[Opening GIVEN ENTRIES section]

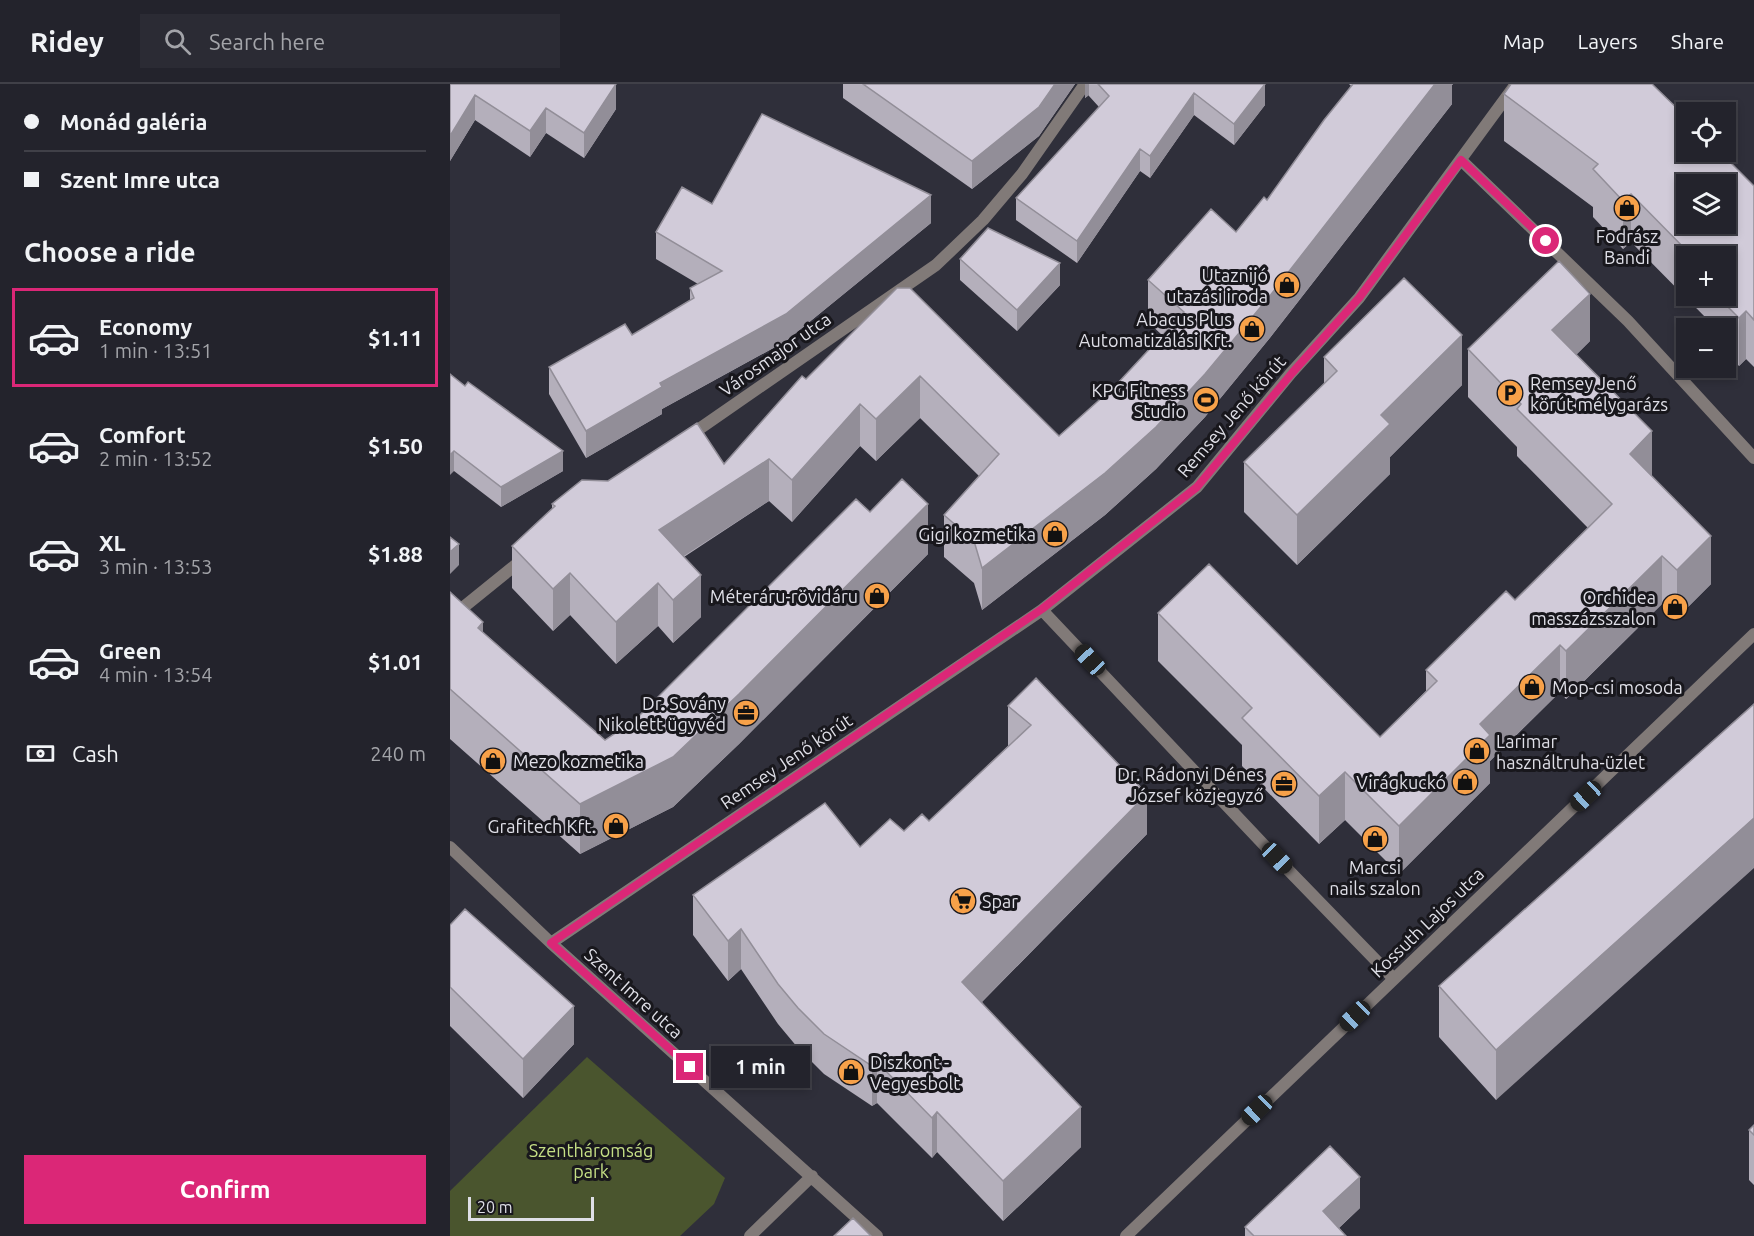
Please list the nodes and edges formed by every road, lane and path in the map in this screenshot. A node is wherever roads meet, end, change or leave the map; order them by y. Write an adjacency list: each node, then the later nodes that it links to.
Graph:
1 (1085, 84): 4 (street, Városmajor utca)
2 (1516, 84): 3 (street, Remsey Jenő körút)
3 (1461, 160): 5 (street); 7 (street, Remsey Jenő körút)
4 (682, 441)
5 (1754, 458)
6 (531, 553): 8 (street)
7 (1042, 609): 11 (street, Remsey Jenő körút); 12 (street)
8 (450, 618)
9 (1754, 634): 12 (street, Kossuth Lajos utca)
10 (450, 847): 11 (street, Szent Imre utca)
11 (551, 943): 13 (street, Szent Imre utca)
12 (1394, 979): 16 (street, Kossuth Lajos utca)
13 (812, 1176): 14 (street); 15 (street, Szent Imre utca)
14 (750, 1236)
15 (877, 1236)
16 (1126, 1236)

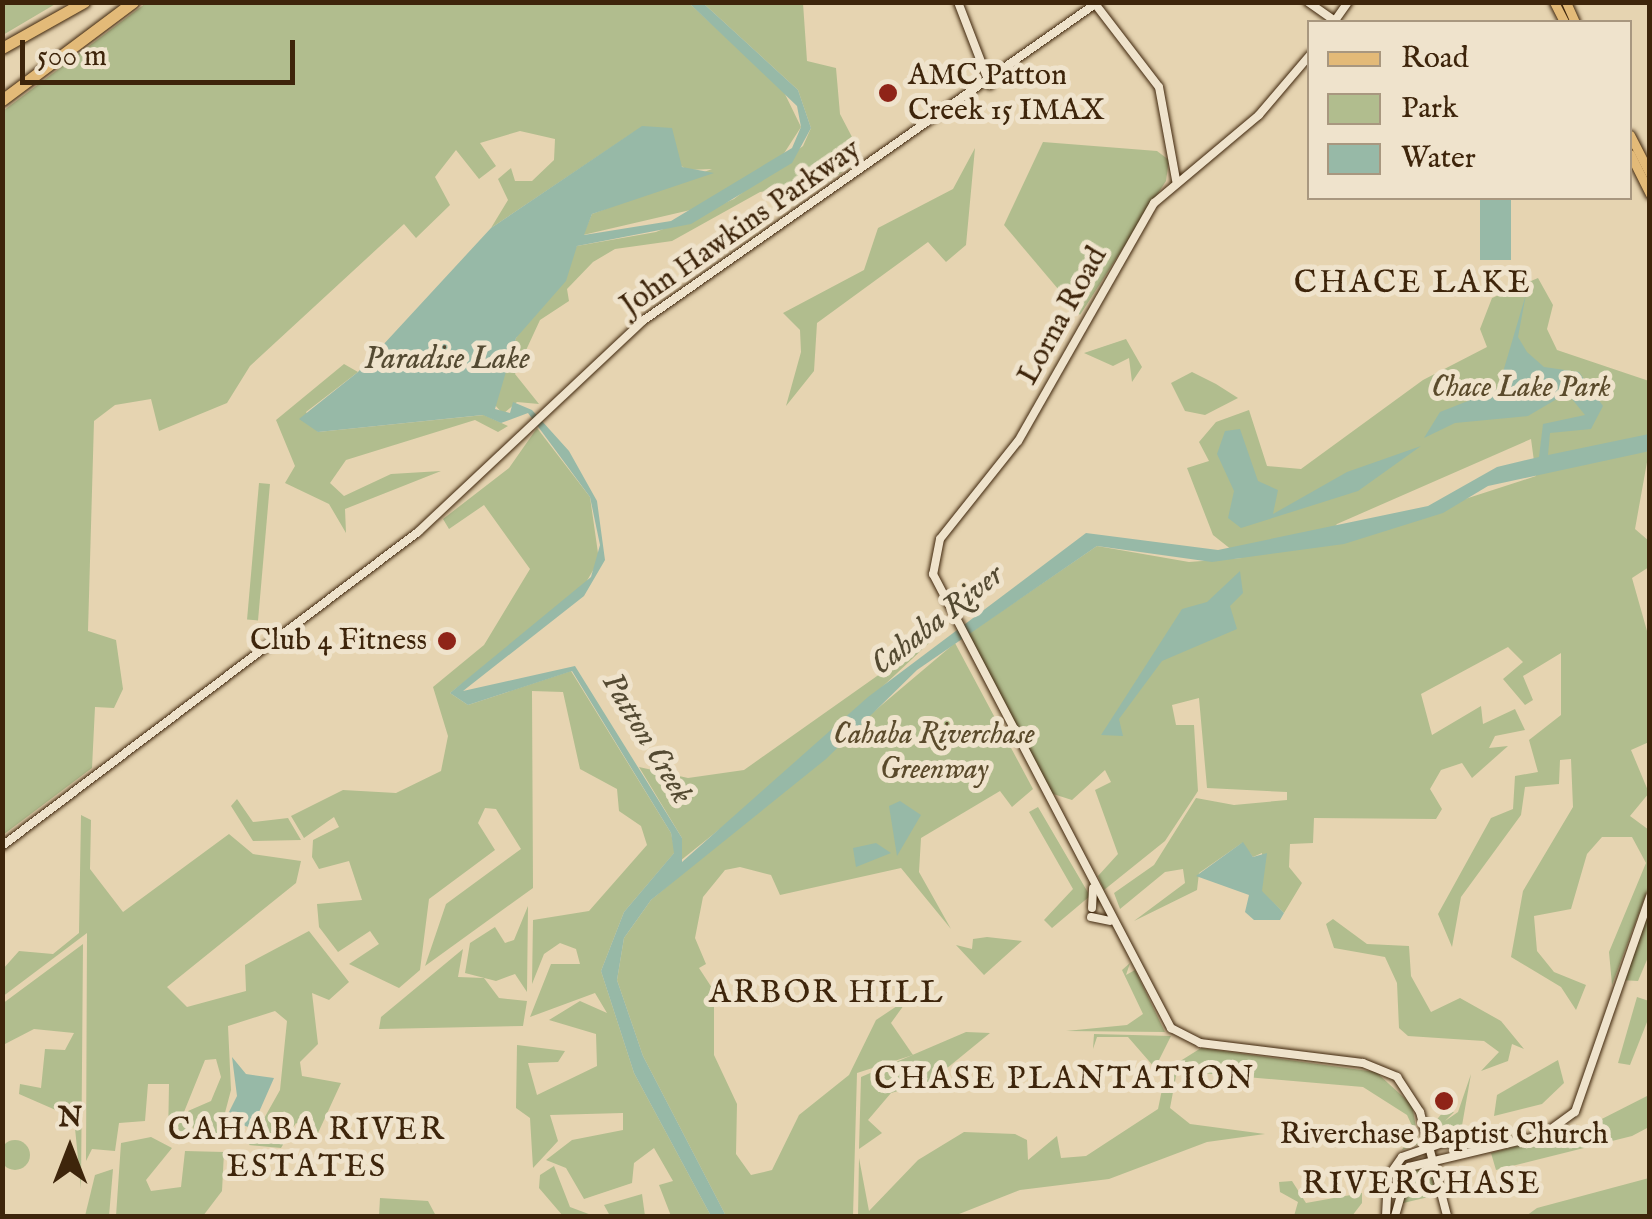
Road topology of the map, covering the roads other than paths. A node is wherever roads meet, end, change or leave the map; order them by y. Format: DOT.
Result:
graph roads {
  1 [pos="84,2"];
  2 [pos="133,2"];
  3 [pos="958,2"];
  4 [pos="1308,2"];
  5 [pos="1097,4"];
  6 [pos="1332,20"];
  7 [pos="2,48"];
  8 [pos="1307,58"];
  9 [pos="990,85"];
  10 [pos="2,100"];
  11 [pos="1632,139"];
  12 [pos="1632,158"];
  13 [pos="1650,174"];
  14 [pos="1176,180"];
  15 [pos="1650,194"];
  16 [pos="2,846"];
  17 [pos="1093,883"];
  18 [pos="1650,897"];
  19 [pos="1114,925"];
  20 [pos="1509,1144"];
  21 [pos="1430,1146"];
  22 [pos="1433,1159"];
  23 [pos="1386,1216"];
  24 [pos="1395,1216"];
  25 [pos="1447,1216"];
  1 -- 7 [label="highway"];
  2 -- 10 [label="highway"];
  3 -- 9 [label="street"];
  4 -- 6 [label="street"];
  5 -- 9 [label="street, John Hawkins Parkway"];
  5 -- 14 [label="street"];
  8 -- 14 [label="street, Lorna Road"];
  9 -- 16 [label="street, John Hawkins Parkway"];
  11 -- 13 [label="main road"];
  12 -- 15 [label="main road"];
  14 -- 17 [label="street, Lorna Road"];
  17 -- 19 [label="street, Lorna Road"];
  17 -- 19 [label="street"];
  18 -- 20 [label="street"];
  19 -- 21 [label="street, Lorna Road"];
  20 -- 21 [label="street"];
  20 -- 22 [label="street"];
  21 -- 22 [label="street, Lorna Road"];
  21 -- 23 [label="street"];
  22 -- 24 [label="street"];
  22 -- 25 [label="street, Lorna Road"];
}
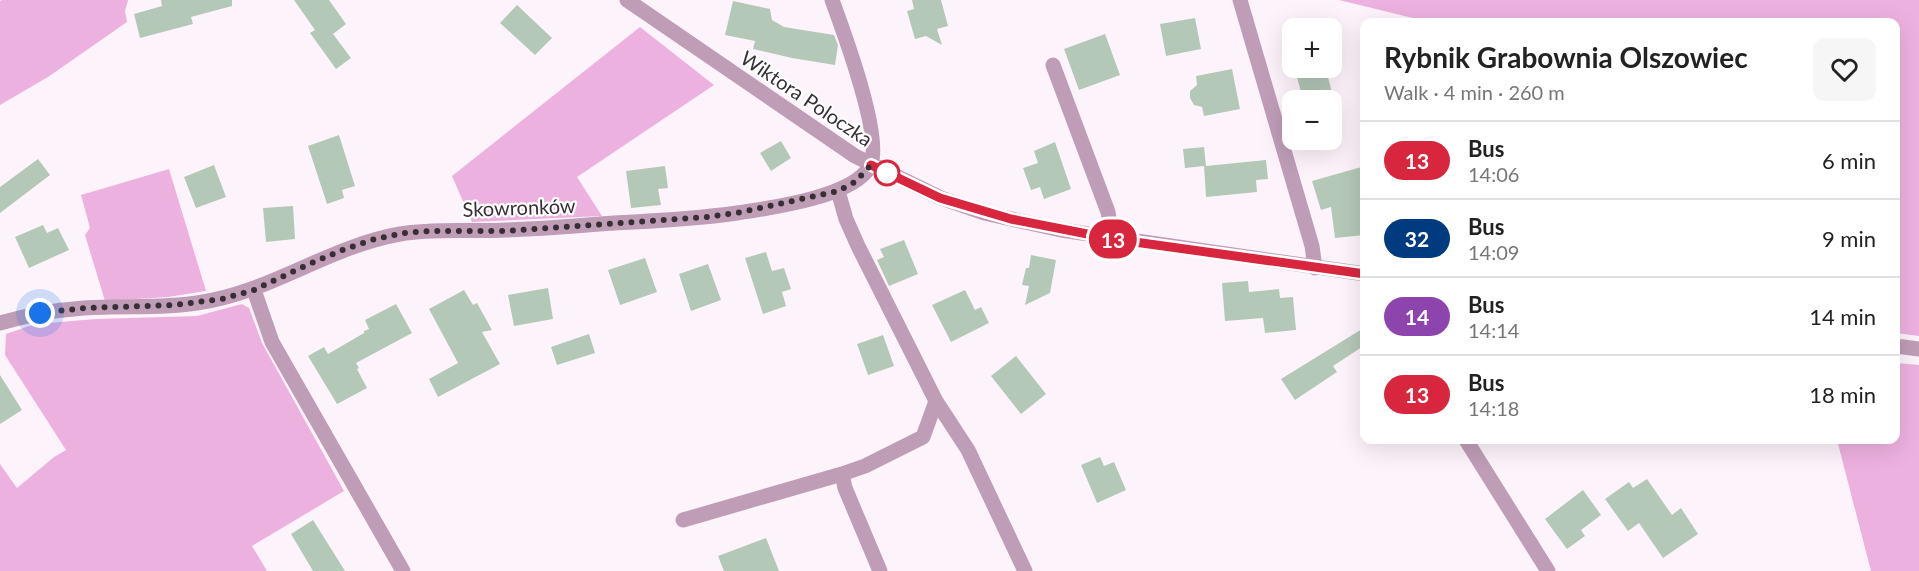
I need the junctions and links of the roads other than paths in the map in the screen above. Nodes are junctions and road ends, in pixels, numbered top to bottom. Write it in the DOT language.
graph roads {
  1 [pos="627,0"];
  2 [pos="832,0"];
  3 [pos="1240,0"];
  4 [pos="1053,65"];
  5 [pos="871,165"];
  6 [pos="838,191"];
  7 [pos="1113,239"];
  8 [pos="1315,268"];
  9 [pos="1360,273"];
  10 [pos="254,290"];
  11 [pos="0,323"];
  12 [pos="1900,347"];
  13 [pos="1919,349"];
  14 [pos="936,401"];
  15 [pos="1469,444"];
  16 [pos="842,474"];
  17 [pos="683,520"];
  18 [pos="403,571"];
  19 [pos="880,571"];
  20 [pos="1025,571"];
  21 [pos="1548,571"];
  1 -- 5 [label="street, Wiktora Poloczka"];
  2 -- 5 [label="street"];
  3 -- 8 [label="street"];
  4 -- 7 [label="street"];
  5 -- 6 [label="street, Skowronków"];
  5 -- 7 [label="street, Wiktora Poloczka"];
  6 -- 10 [label="street, Skowronków"];
  6 -- 14 [label="street"];
  7 -- 8 [label="street, Wiktora Poloczka"];
  8 -- 9 [label="street, Wiktora Poloczka"];
  10 -- 11 [label="street, Skowronków"];
  10 -- 18 [label="street"];
  12 -- 13 [label="street"];
  14 -- 16 [label="street"];
  14 -- 20 [label="street"];
  15 -- 21 [label="street"];
  16 -- 17 [label="street"];
  16 -- 19 [label="street"];
}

[Closing GIVEN ENTRIES section]

WHAT THE EXERCISE ASKS = Transcribe, from the records above, the first line and every line after it up to and including the line with "Road topology of"; omit pictures.

THE COMPLETED TASK =
Please list the nodes and edges formed by every road, lane and path in the map in this screenshot. A node is wherever roads meet, end, change or leave the map; order them by y. Write an adjacency list: each node, then the later nodes that it links to.
Graph:
1 (1085, 84): 4 (street, Városmajor utca)
2 (1516, 84): 3 (street, Remsey Jenő körút)
3 (1461, 160): 5 (street); 7 (street, Remsey Jenő körút)
4 (682, 441)
5 (1754, 458)
6 (531, 553): 8 (street)
7 (1042, 609): 11 (street, Remsey Jenő körút); 12 (street)
8 (450, 618)
9 (1754, 634): 12 (street, Kossuth Lajos utca)
10 (450, 847): 11 (street, Szent Imre utca)
11 (551, 943): 13 (street, Szent Imre utca)
12 (1394, 979): 16 (street, Kossuth Lajos utca)
13 (812, 1176): 14 (street); 15 (street, Szent Imre utca)
14 (750, 1236)
15 (877, 1236)
16 (1126, 1236)

Road topology of the map, covering the roads other than paths. A node is wherever roads meet, end, change or leave the map; order them by y. Format: DOT.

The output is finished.